New evidence has emerged for one of the theories competing to explain the largest mass extinction in the history of the Earth, an event so terrible it is known as The Great Dying. A team from MIT have sheeted the blame home to the methane producing single-celled organisms, Methanosarcina.
Any effort to explain the vanishing of 70% of terrestrial vertebrates during the Permian-Triassic Extinction Event has plenty of competition. Probably the most favored theory is the clathrate gun hypothesis, where a sharp rise in sea temperature or fall in sea level caused melting of methane clathrates that would in turn trigger much greater warming. Other proposals include gasses from a supervolcano, a nearby supernova or an asteroid strike. The last has recently had an usual twist with the proposal that a relatively modestly sized asteroid smashed into shale deposits, releasing such huge amounts of methane that its effect was more devastating than the larger asteroid responsible for the death of the dinosaurs.
Professor Daniel Rothman and colleagues agree that methane was responsible, but they pin the blame on a different source. There are three known metabolic pathways to produce methane. Methanosarcina is the only genus that uses all three: combining carbon dioxide and hydrogen gas, metabolizing acetate or transforming methanol or methylamines it produces most of the biologically-generated methane released today, including from cattle's stomachs.

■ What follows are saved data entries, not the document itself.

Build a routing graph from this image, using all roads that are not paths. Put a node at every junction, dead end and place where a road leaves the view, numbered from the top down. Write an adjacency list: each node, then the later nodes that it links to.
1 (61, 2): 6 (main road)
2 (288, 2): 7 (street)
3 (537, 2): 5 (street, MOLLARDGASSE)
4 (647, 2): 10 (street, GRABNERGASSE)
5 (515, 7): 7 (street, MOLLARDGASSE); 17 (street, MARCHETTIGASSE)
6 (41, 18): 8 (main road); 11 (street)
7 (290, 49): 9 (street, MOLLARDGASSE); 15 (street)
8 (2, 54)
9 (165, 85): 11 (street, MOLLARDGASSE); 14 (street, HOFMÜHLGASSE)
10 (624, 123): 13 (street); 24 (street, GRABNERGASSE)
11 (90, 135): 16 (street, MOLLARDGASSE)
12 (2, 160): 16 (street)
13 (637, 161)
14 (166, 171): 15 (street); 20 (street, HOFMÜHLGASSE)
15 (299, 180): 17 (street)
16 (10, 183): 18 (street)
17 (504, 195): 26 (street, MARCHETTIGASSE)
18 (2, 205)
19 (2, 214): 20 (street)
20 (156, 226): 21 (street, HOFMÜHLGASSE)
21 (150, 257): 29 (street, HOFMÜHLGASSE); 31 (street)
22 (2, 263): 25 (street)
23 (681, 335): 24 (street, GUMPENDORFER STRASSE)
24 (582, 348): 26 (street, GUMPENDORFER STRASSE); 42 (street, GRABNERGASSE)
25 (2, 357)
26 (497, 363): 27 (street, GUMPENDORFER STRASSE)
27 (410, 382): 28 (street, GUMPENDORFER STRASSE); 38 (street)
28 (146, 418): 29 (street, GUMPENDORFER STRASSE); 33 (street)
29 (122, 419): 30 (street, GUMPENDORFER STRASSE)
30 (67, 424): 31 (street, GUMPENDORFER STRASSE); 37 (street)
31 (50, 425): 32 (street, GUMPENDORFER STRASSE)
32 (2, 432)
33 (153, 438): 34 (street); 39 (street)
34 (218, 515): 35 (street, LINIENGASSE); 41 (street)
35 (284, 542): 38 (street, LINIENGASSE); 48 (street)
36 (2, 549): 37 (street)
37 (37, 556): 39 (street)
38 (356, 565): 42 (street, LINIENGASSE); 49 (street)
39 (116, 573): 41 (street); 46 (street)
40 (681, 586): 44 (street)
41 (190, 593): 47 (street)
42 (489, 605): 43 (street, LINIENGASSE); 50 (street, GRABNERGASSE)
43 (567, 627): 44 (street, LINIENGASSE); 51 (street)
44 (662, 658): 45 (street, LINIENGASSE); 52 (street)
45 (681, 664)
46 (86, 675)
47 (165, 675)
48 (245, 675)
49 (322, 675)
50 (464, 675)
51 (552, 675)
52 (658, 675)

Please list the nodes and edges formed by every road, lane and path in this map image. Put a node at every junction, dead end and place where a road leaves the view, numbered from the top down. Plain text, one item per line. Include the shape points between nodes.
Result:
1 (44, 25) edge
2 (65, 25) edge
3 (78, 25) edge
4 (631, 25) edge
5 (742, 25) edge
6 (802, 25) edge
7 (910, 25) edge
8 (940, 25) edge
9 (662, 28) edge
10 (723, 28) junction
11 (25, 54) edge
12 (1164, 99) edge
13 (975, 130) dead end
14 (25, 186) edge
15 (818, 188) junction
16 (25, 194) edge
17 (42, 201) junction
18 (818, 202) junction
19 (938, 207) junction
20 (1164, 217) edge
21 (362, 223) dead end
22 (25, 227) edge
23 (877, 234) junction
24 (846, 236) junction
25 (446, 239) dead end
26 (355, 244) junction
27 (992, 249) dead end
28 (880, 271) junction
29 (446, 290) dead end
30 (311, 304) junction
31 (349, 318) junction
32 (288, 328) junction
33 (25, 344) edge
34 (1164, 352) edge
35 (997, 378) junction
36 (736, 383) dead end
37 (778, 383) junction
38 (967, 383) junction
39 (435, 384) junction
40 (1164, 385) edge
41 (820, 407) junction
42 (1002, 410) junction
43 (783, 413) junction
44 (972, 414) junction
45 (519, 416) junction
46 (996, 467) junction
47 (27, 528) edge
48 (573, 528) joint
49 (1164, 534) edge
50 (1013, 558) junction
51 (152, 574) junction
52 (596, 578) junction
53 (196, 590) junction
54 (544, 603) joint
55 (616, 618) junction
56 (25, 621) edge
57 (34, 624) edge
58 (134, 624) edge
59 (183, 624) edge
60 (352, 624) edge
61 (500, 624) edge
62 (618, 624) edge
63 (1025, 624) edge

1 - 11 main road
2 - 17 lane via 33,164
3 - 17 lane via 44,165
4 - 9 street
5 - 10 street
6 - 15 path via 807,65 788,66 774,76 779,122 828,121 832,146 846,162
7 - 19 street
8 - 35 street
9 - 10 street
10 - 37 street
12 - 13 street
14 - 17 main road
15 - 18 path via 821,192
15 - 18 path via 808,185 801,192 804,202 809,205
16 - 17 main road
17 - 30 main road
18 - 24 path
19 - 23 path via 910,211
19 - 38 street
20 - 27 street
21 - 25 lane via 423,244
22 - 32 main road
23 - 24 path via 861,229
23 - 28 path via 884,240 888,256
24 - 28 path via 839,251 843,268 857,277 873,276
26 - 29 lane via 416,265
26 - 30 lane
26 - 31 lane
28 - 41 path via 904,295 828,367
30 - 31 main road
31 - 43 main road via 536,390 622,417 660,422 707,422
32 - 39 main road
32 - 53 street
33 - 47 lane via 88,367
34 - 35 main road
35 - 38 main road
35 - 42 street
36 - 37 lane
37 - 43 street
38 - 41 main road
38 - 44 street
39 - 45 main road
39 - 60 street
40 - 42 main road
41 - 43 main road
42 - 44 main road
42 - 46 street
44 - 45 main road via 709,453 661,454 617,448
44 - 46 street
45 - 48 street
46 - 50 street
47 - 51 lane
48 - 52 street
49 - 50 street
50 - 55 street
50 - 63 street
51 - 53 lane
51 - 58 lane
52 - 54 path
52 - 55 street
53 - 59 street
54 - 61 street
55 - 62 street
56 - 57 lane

Although Methanosarcina is today found everywhere from the deep ocean to the human gut, 252 million years ago Rothman believes it bloomed extensively across the oceans, potentially releasing so much methane that the climate broke. It is estimated that ocean surface temperatures reached 40°C (104 °F).

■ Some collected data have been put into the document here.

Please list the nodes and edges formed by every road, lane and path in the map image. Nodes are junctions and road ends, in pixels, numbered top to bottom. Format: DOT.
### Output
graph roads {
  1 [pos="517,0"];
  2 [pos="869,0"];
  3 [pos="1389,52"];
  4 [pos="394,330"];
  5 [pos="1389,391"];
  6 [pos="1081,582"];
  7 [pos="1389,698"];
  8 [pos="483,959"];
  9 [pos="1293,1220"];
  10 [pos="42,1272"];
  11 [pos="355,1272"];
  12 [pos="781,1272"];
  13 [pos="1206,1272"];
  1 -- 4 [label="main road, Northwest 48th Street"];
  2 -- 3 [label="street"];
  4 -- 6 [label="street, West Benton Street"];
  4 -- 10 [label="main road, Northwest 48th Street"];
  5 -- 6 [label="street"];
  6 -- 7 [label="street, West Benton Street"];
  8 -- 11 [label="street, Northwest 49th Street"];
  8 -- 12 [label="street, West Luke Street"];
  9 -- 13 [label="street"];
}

Methanosarcina has been implicated before as a cause for the Permian-Triassic extinction event. Two years ago Rothman noted that volcanic explanations don't fit with the speed with which methane rocketed upwards in the biological record. Methanosarcina utilizes nickel in methane production, and Rothman proposes that volcanic eruptions in the Siberian traps released the nickel into the oceans that allowed the growth to occur.
The nickel release itself would have occurred on the same geological timescales Rothman has criticized as too slow to explain the Great Dying, but in Proceedings of the National Academy of Sciences he and his colleagues say, “We propose that the disruption of the carbon cycle resulted from the emergence of a new microbial metabolic pathway that enabled efficient conversion of marine organic carbon to methane.”

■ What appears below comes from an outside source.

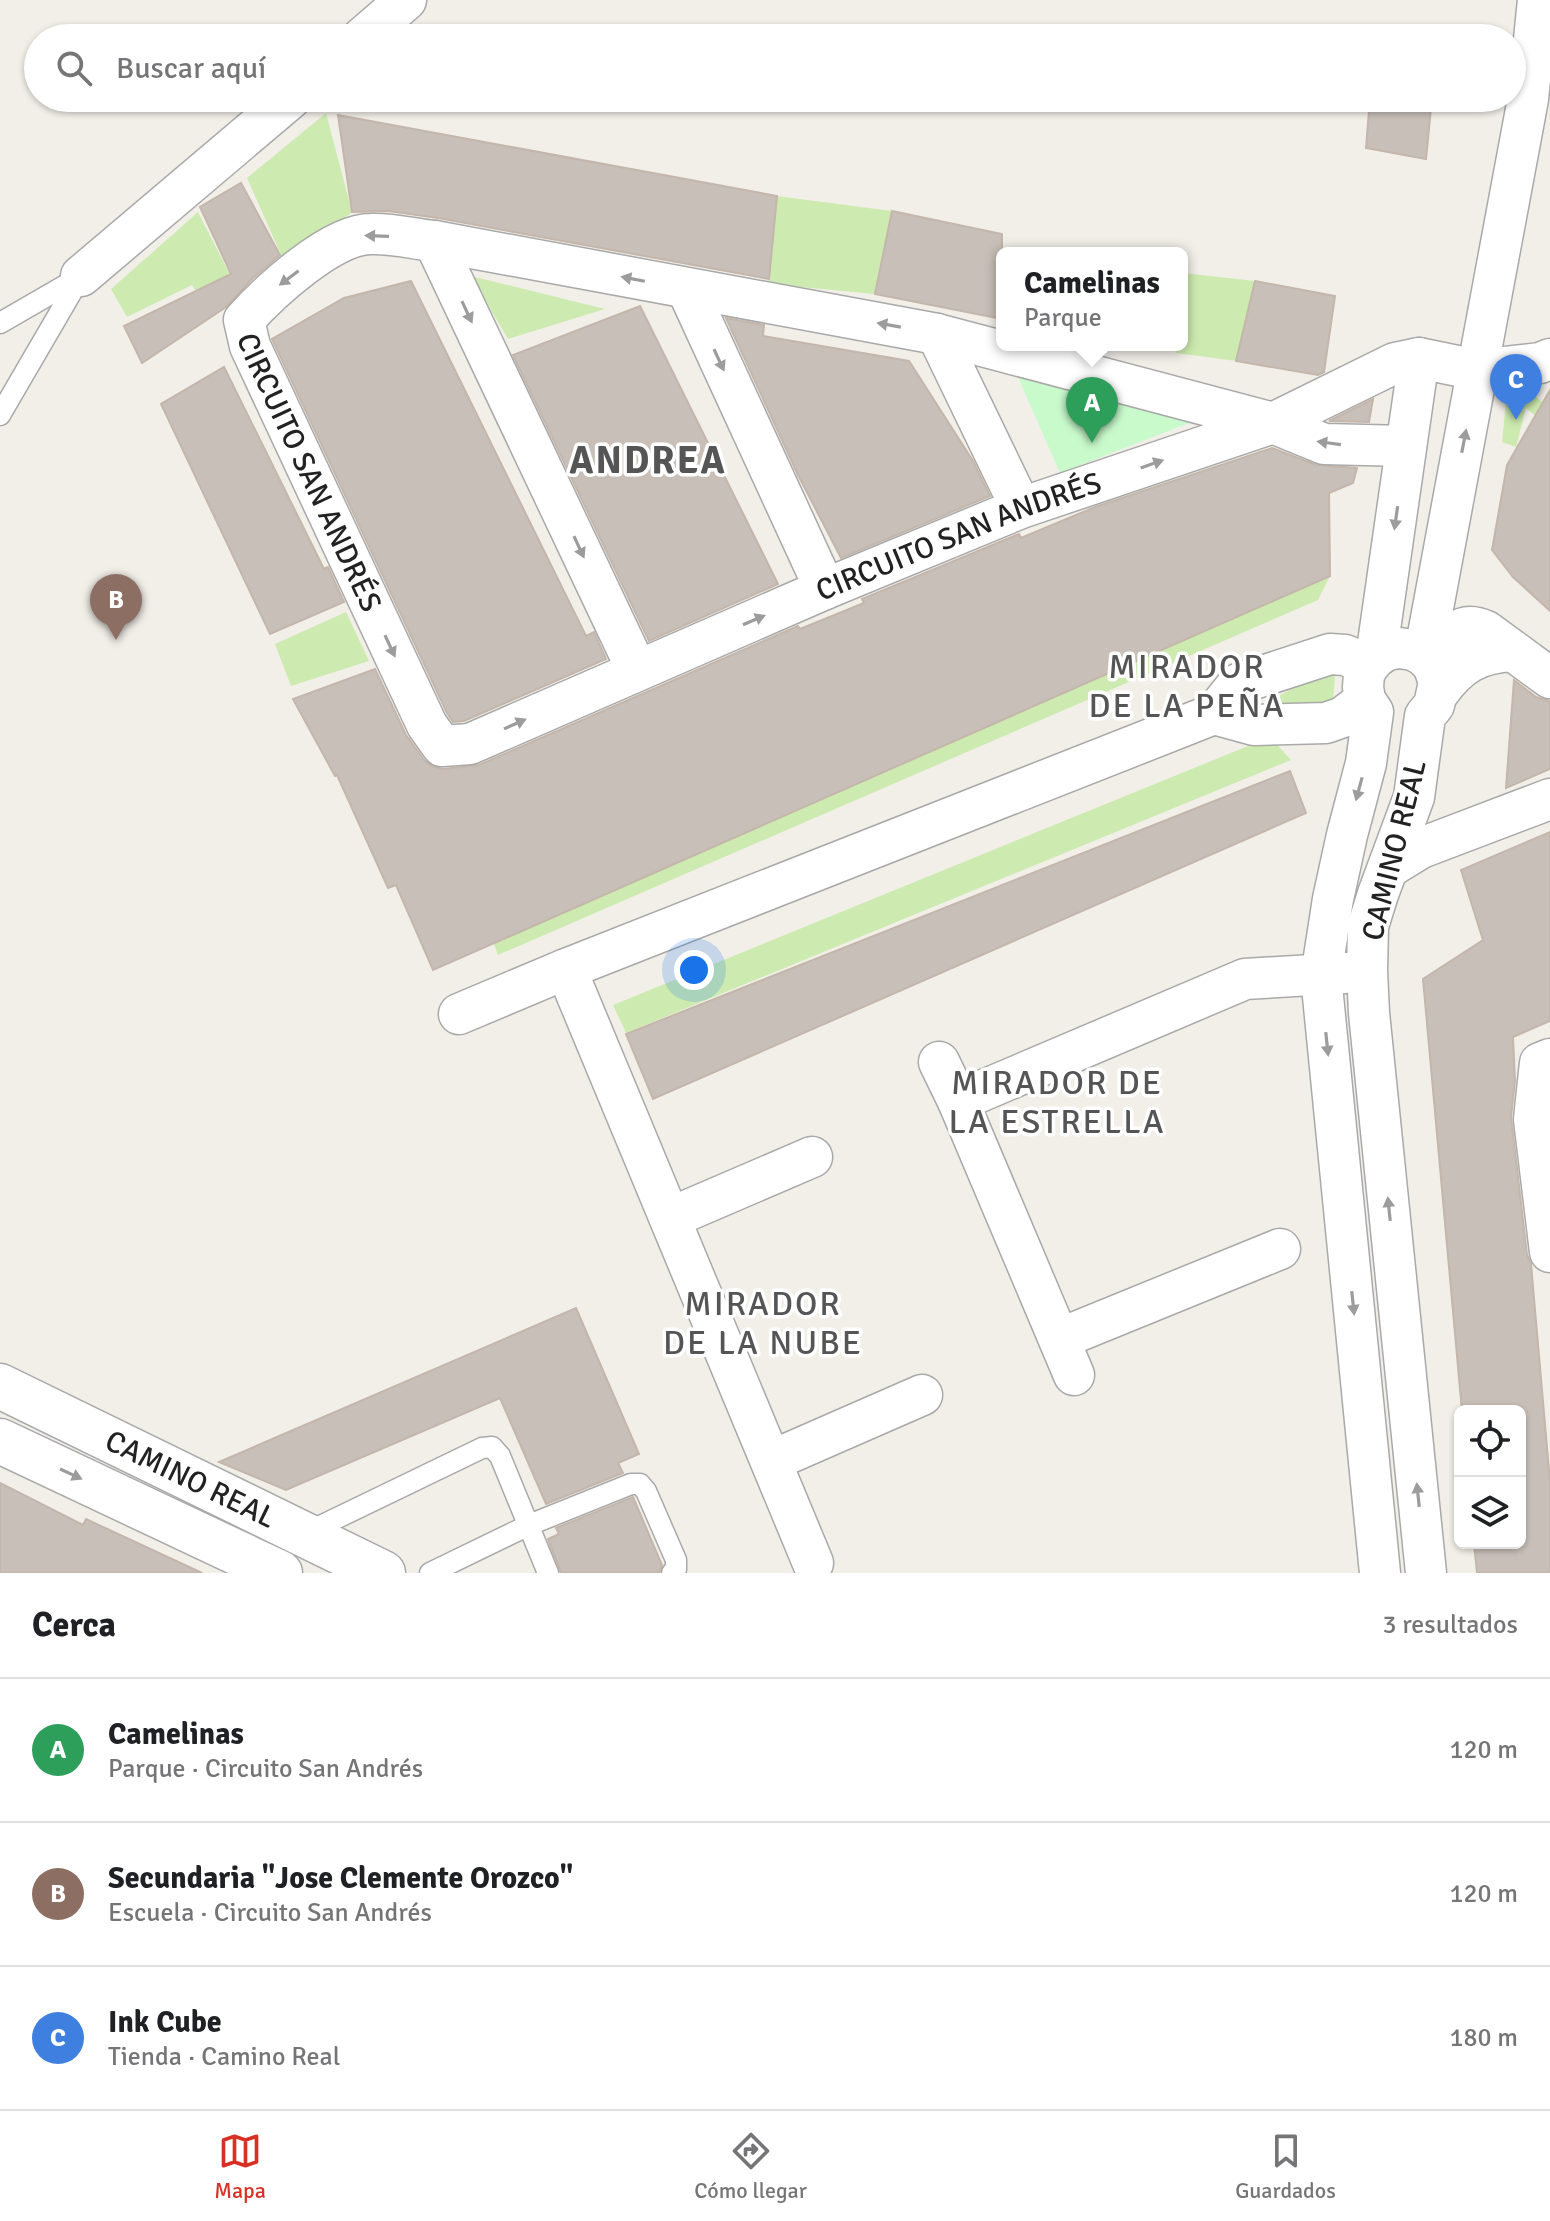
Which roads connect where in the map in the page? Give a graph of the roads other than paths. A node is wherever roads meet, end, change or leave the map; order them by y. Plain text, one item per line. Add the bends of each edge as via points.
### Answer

If nickel had been slowly building up in the oceans for some time, and some clever microbe suddenly worked out how to utilize it, we should not be surprised if it took over the oceans in unprecedented quantities. Too bad about all the other lifeforms who woke up and found the world had changed around them.
As support for the idea, the researchers point to three lines of evidence, “First, we show that geochemical signals indicate superexponential growth of the marine inorganic carbon reservoir, coincident with the extinction and consistent with the expansion of a new microbial metabolic pathway. Second, we show that the efficient acetoclastic pathway in Methanosarcina emerged at a time statistically indistinguishable from the extinction. Finally, we show that nickel concentrations in South China sediments increased sharply at the extinction.”
The second of these has been the biggest stumbling block to earlier versions of the theory. Previous estimates of the point where Methanosarcina gained the capacity to use nickel so efficiently have placed the timing 20 million years later. If Rothman is right, the pieces of the puzzle appear to fit together.
Other research has shown that Methanosarcina acquired the ability to produce methane in this way through the transference of a gene from a type of bacteria that had developed it hundreds of millions of years before, but never put it to such widespread use. By comparing the genomes of 50 species of Methanosarcina and related species and tracking the changes in ribosomal sequences Rothman produces an estimate of 240 million years, with an error margin of 41 million years, easily wide enough to allow for it to have occurred in time to cause the great extinction. The team claims, “The discrepancy with a previous estimate derives from the earlier use of an autocorrelated clock model that is less reliable for the estimation of deep-time phylogenies than the approach used here.”
The sheer scale of the Permian-Triasic extinction event is sobering. While other great extinctions have devastated species on land, this one saw 96% of marine species disappear and even insect diversity crashed, for the only time since their evolution. If a single species of microorganism was responsible it should give pause to those who question whether humans can change the climate. The damage was so widespread that it took as much as 10 million years for biodiversity to recover, far longer than after other great mass extinctions.